Mini-Mental Status Examination as predictors of mortality in the elderly
Version of Record online: 17 AUG 2012
© 2012 John Wiley & Sons A/S
Acta Psychiatrica Scandinavica
Volume 127, Issue 4, pages 298–304, April 2013
How to Cite
Park, M. H., Kwon, D. Y., Jung, J. M., Han, C., Jo, I. and Jo, S. A. (2013), Mini-Mental Status Examination as predictors of mortality in the elderly. Acta Psychiatrica Scandinavica, 127: 298–304. doi: 10.1111/j.1600-0447.2012.01918.x
- Issue online: 10 MAR 2013
- Version of Record online: 17 AUG 2012
- Accepted for publication July 2, 2012
- Mini-Mental State Examination;
- the elderly
Objective: Because the number of elderly is increasing worldwide, cognitive dysfunction becomes important health care issue. This study investigated the association between cognitive dysfunction and mortality in the elderly.
Method: Data were analyzed from a longitudinal mortality follow-up study of 2712 Korean elderly aged 60 and over, examined in 2002 with complete data followed an average 6.03 years. Measurements included socio-demographic and clinical factors and Mini-Mental State Examination (MMSE). MMSE was categorized into groups with no, mild, or moderate cognitive dysfunction, and the subscores of MMSE domains were categorized into no dysfunction or dysfunction. The Cox proportional hazards models were conducted to examine the association between MMSE score and mortality, after adjusting for age, gender, education and other socio-demographic factors.
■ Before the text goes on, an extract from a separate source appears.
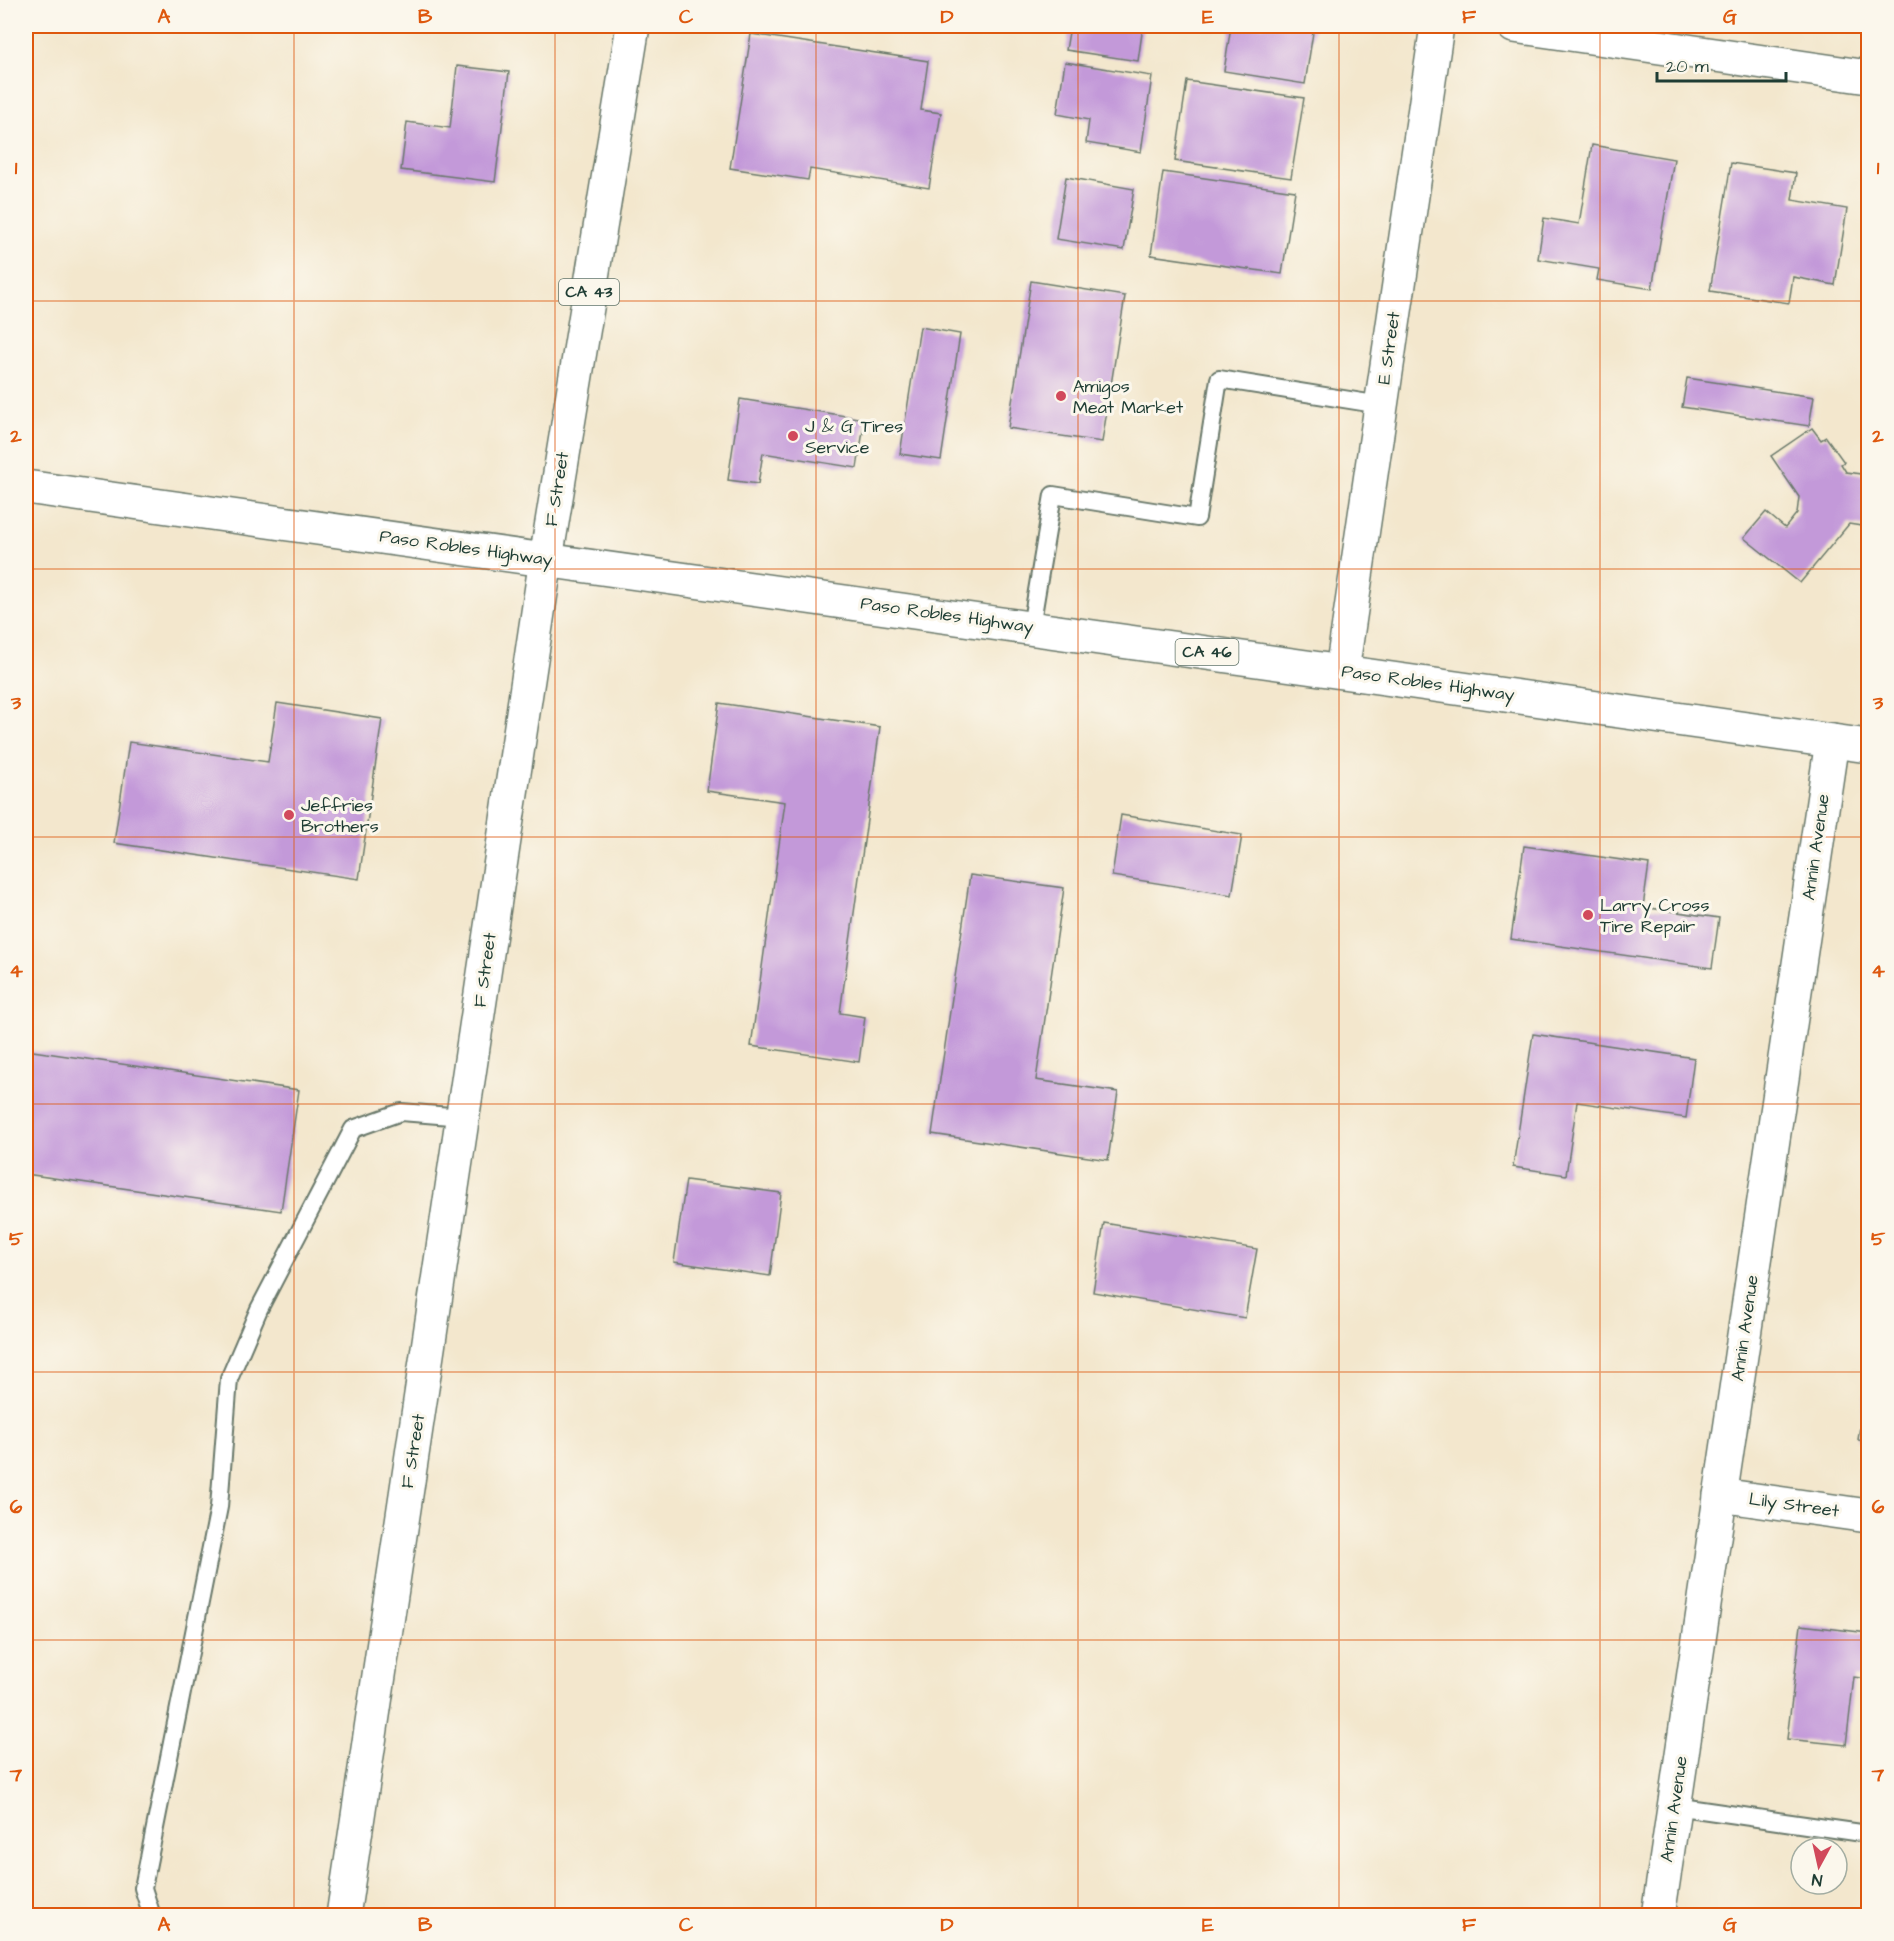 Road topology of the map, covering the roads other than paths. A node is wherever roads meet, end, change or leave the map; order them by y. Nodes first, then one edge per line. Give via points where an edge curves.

Results: Death during follow-up occurred in 318 subjects. The mortality risk was significantly associated with the elderly with mild cognitive dysfunction [hazard ratio (HR) = 1.93] and with moderate cognitive dysfunction (HR = 2.66). ‘Orientation-to-time’ (HR = 1.39) and ‘Attention’ (HR = 1.48) domains of MMSE were independently associated with mortality.
Conclusion: This study showed that cognitive dysfunction independently predicted mortality in the elderly. Cognitive dysfunction should be considered part of identifying the elderly at high risk for mortality.